#### EXERCISE:
Retype the data below exactly, skipping pictures.

(Records excerpted from a collection)

········

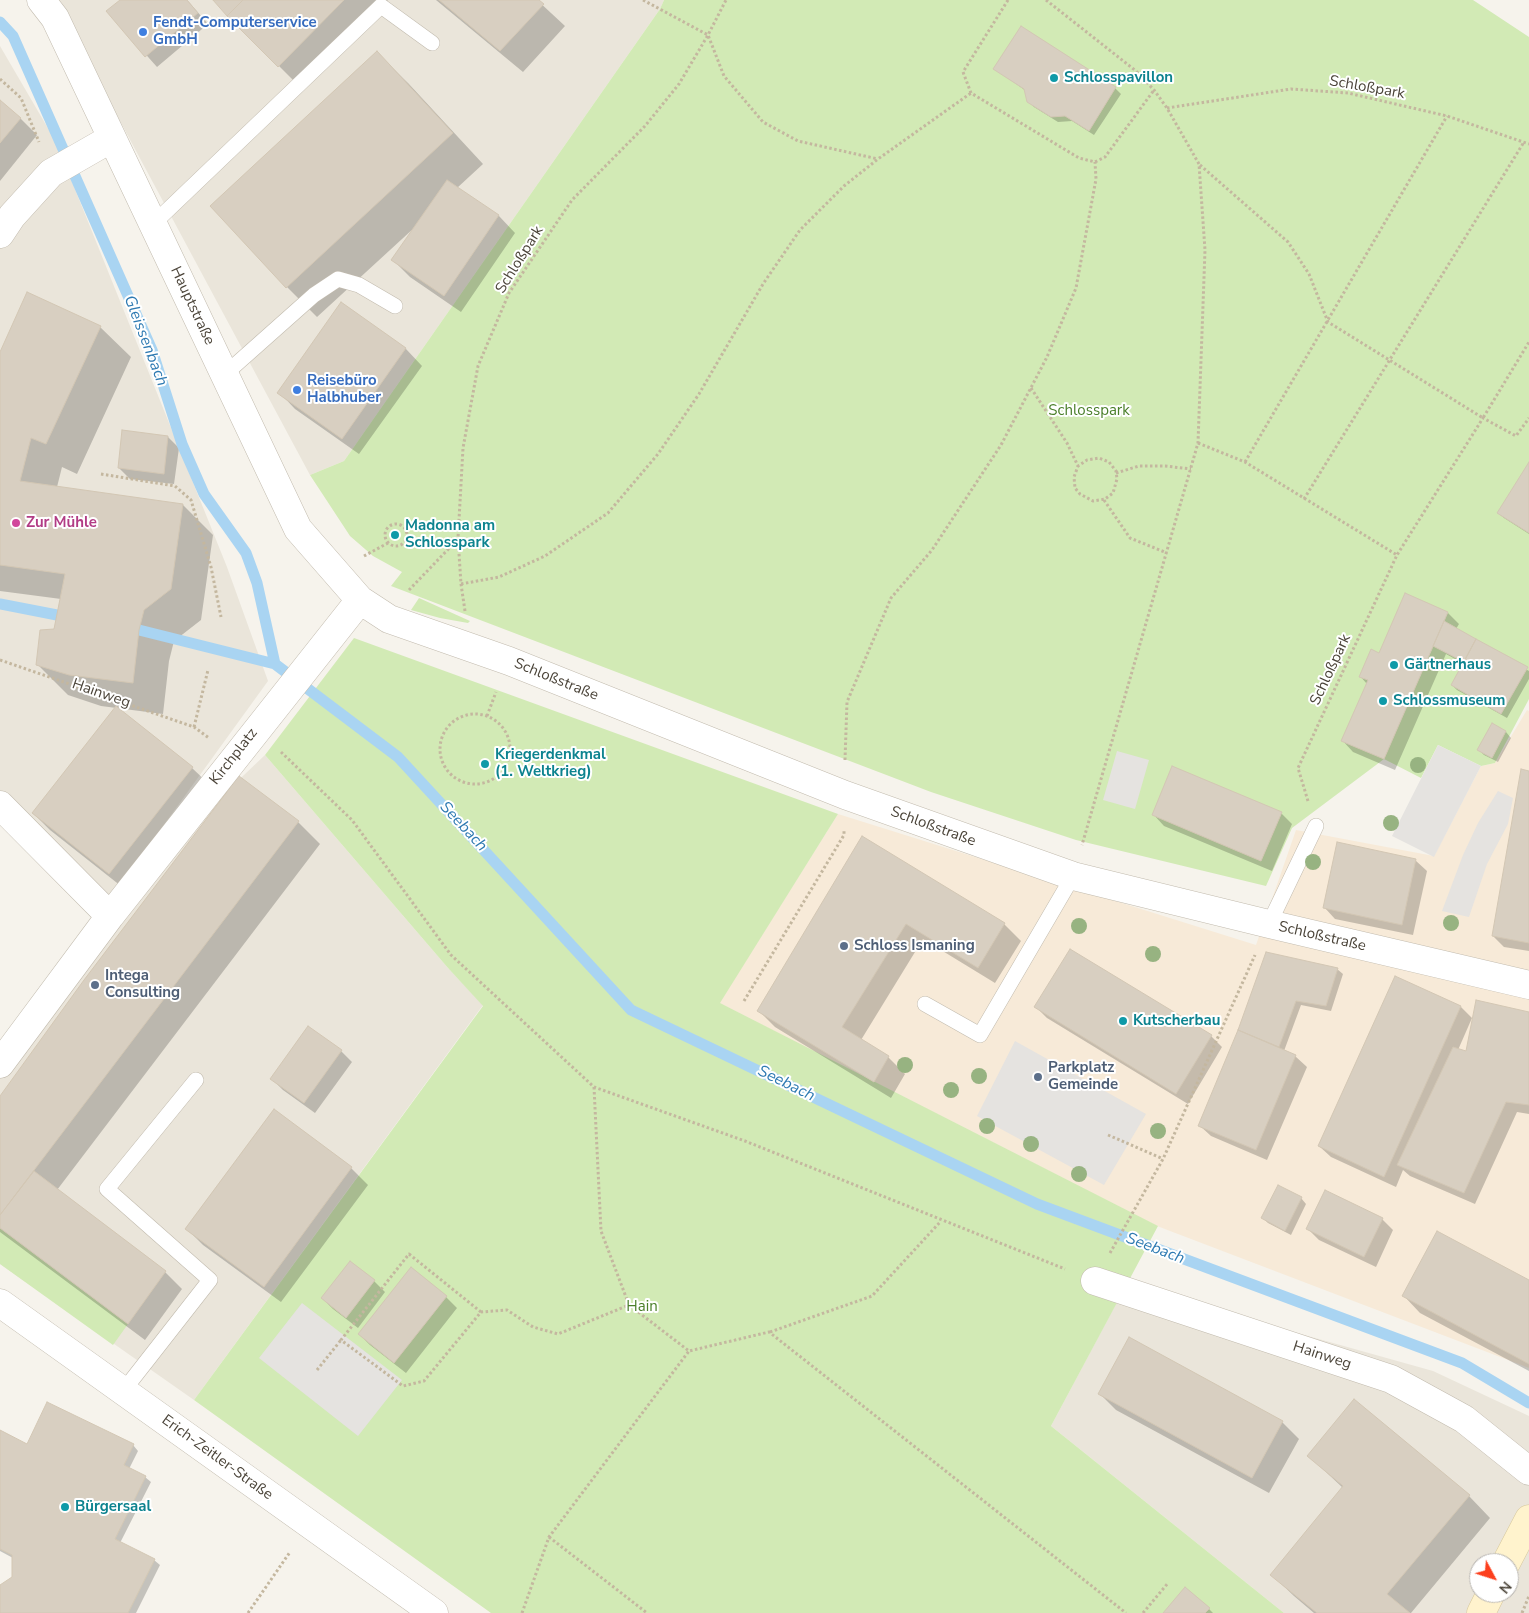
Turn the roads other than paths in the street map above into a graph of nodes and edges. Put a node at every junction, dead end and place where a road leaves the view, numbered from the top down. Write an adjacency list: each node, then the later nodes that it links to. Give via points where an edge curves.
1 (41, 0): 3 (street, Hauptstraße, via 55,18)
2 (432, 43): 4 (lane, via 381,6)
3 (101, 144): 4 (street, Hauptstraße); 5 (street, via 57,169 12,216)
4 (153, 224): 7 (street, Hauptstraße)
5 (0, 234)
6 (395, 306): 7 (lane, via 359,285 338,279 314,295)
7 (224, 375): 8 (street, Hauptstraße, via 298,529)
8 (360, 600): 11 (street, Schloßstraße, via 389,619 509,661 845,795); 12 (street, Kirchplatz)
9 (0, 805): 12 (street)
10 (1316, 826): 13 (lane)
11 (1073, 876): 13 (street, Schloßstraße); 15 (lane, via 980,1035)
12 (110, 916): 16 (street, Kirchplatz)
13 (1269, 924): 14 (street, Schloßstraße)
14 (1529, 985)
15 (925, 1004)
16 (0, 1064)
17 (196, 1080): 20 (lane, via 107,1189 210,1280)
18 (1095, 1281): 21 (street, Hainweg, via 1391,1379 1464,1419)
19 (0, 1303): 20 (street, Erich-Zeitler-Straße)
20 (124, 1390): 24 (street, Erich-Zeitler-Straße)
21 (1529, 1471)
22 (1529, 1519): 23 (main road)
23 (1511, 1553)
24 (434, 1613)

········

#### RESULT OF THIS EXERCISE:
Turn the roads other than paths in the street map above into a graph of nodes and edges. Put a node at every junction, dead end and place where a road leaves the view, numbered from the top down. Write an adjacency list: each node, then the later nodes that it links to. Give via points where an edge curves.
1 (41, 0): 3 (street, Hauptstraße, via 55,18)
2 (432, 43): 4 (lane, via 381,6)
3 (101, 144): 4 (street, Hauptstraße); 5 (street, via 57,169 12,216)
4 (153, 224): 7 (street, Hauptstraße)
5 (0, 234)
6 (395, 306): 7 (lane, via 359,285 338,279 314,295)
7 (224, 375): 8 (street, Hauptstraße, via 298,529)
8 (360, 600): 11 (street, Schloßstraße, via 389,619 509,661 845,795); 12 (street, Kirchplatz)
9 (0, 805): 12 (street)
10 (1316, 826): 13 (lane)
11 (1073, 876): 13 (street, Schloßstraße); 15 (lane, via 980,1035)
12 (110, 916): 16 (street, Kirchplatz)
13 (1269, 924): 14 (street, Schloßstraße)
14 (1529, 985)
15 (925, 1004)
16 (0, 1064)
17 (196, 1080): 20 (lane, via 107,1189 210,1280)
18 (1095, 1281): 21 (street, Hainweg, via 1391,1379 1464,1419)
19 (0, 1303): 20 (street, Erich-Zeitler-Straße)
20 (124, 1390): 24 (street, Erich-Zeitler-Straße)
21 (1529, 1471)
22 (1529, 1519): 23 (main road)
23 (1511, 1553)
24 (434, 1613)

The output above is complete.